As a method for forming a functional pattern having a material such as a metal or an insulator by using nanoimprint lithography, there is a method of directly etching a nanostructure obtained through an imprint process. However, the pattern formation method using the imprint process and the direct etching process is difficult to produce a precise pattern through precise etching of the metal layer, and the pattern manufacturing cost is high.

As another method, there is a method of forming a pattern mask on a nanostructure obtained through an imprint process and then performing a lift-off process. To facilitate this imprint process and lift off process, a multilayer structure is formed on the substrate and the multilayer structure is patterned. In order to form a multilayer structure for lift-off, the lower layer under the imprint resin imprinted by the mold or stamp must not only be easily removed in the future lift-off, but also have a high etching selectivity compared to the upper imprint resin. do. In addition, in order to form nanoscale precision patterns / structures, it is desirable to be able to easily form a lower layer of a thin film of several hundred nanometers or less.

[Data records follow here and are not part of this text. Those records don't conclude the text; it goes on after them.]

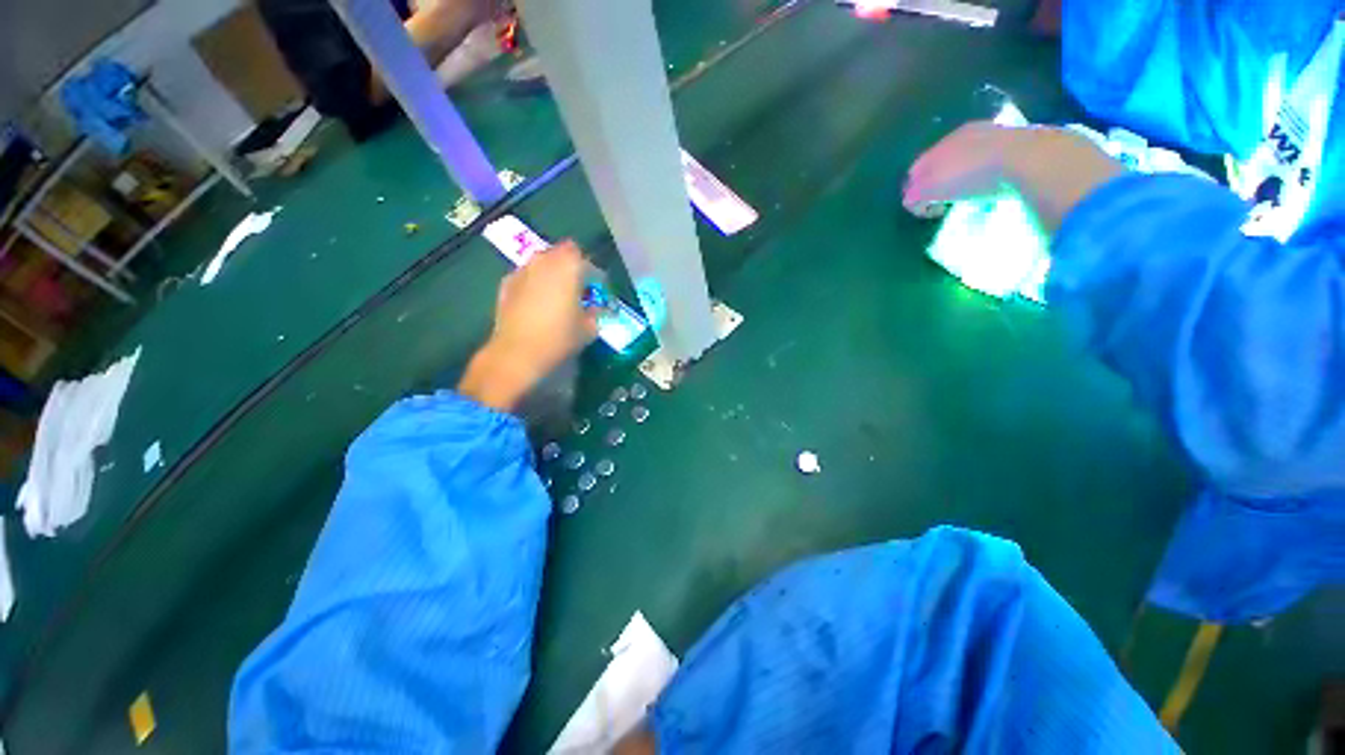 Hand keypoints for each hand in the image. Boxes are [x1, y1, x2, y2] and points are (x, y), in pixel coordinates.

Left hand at [458, 241, 598, 410]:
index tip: (596, 290)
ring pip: (542, 263)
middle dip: (571, 268)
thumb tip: (595, 308)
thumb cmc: (559, 338)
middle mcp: (544, 260)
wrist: (518, 353)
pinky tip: (537, 304)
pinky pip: (527, 276)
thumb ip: (596, 313)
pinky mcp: (506, 283)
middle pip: (561, 254)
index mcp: (569, 266)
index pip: (586, 259)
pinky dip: (534, 284)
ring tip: (557, 296)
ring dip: (552, 274)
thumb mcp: (589, 329)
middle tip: (577, 290)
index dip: (593, 273)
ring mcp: (522, 270)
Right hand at [906, 122, 1123, 230]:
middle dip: (939, 182)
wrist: (1032, 162)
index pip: (920, 166)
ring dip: (965, 179)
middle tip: (940, 204)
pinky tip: (992, 190)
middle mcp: (970, 133)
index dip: (915, 189)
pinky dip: (989, 178)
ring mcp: (999, 136)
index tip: (920, 209)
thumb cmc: (973, 176)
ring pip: (971, 160)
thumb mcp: (932, 189)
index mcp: (945, 141)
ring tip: (966, 199)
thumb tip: (911, 202)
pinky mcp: (1025, 146)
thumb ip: (915, 195)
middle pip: (946, 161)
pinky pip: (996, 165)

However, in general, since the imprint resin used in the imprint process is very etch resistant, the etching selectivity of the underlying layer immediately below the imprint resin to the imprint resin is relatively low. Therefore, in order to apply a lift-off process to form a precise nanoscale functional pattern (eg, nanoscale wiring pattern, etc.) having a material such as a metal or an insulator, the etching selectivity of the lower layer with respect to the imprint resin must be further increased.

One of the problems to be achieved by the present invention is that the lower layer under the imprint resin can be etched with a high etching selectivity with respect to the imprint resin and the lift-off process can be easily performed to easily form a nano-class precise pattern. It is to provide a method for forming a pattern such as metal.

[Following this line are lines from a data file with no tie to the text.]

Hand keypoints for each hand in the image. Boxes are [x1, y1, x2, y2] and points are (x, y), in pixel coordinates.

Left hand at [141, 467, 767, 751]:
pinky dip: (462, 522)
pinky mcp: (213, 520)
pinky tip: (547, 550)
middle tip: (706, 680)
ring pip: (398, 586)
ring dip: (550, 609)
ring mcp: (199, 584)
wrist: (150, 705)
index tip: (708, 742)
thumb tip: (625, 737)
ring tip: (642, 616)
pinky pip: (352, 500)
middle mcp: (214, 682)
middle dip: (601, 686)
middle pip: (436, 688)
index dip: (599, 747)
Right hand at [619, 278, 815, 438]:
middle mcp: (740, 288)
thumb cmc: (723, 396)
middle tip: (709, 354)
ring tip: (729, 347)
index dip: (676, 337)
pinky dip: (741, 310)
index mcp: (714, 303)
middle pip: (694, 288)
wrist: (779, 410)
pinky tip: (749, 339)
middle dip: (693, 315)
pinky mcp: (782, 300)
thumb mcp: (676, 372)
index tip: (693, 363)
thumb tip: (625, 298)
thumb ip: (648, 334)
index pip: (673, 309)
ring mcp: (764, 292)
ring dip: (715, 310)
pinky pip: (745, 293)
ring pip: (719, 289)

One aspect of the invention, forming a polyvinyl alcohol (PVA) layer on the substrate; Forming a resin layer for imprint on the polyvinyl alcohol layer; Transferring the nanostructure onto the imprint resin layer by imprinting the imprint resin layer using a mold having a nanostructure on a surface thereof; Removing the mold to selectively remove the imprint resin layer and the polyvinyl alcohol layer through dry etching to form a multilayer polymer pattern selectively exposing the upper surface of the substrate; Depositing a metal or insulating material on the multilayer polymer pattern and the exposed substrate; And lifting off the multilayer polymer pattern.

According to an embodiment of the present invention, the lift-off step may include removing the polymer pattern using water.

According to an embodiment of the present invention, the imprint resin layer may be a thermoplastic resin. In this case, the forming of the imprint resin layer may include spin coating the thermoplastic resin layer on the polyvinyl alcohol layer with the thermoplastic resin dissolved in a solvent. In addition, the step of transferring the nanostructure to the resin layer for imprint may include applying heat to the thermoplastic resin first and then applying pressure to the thermoplastic resin with the mold.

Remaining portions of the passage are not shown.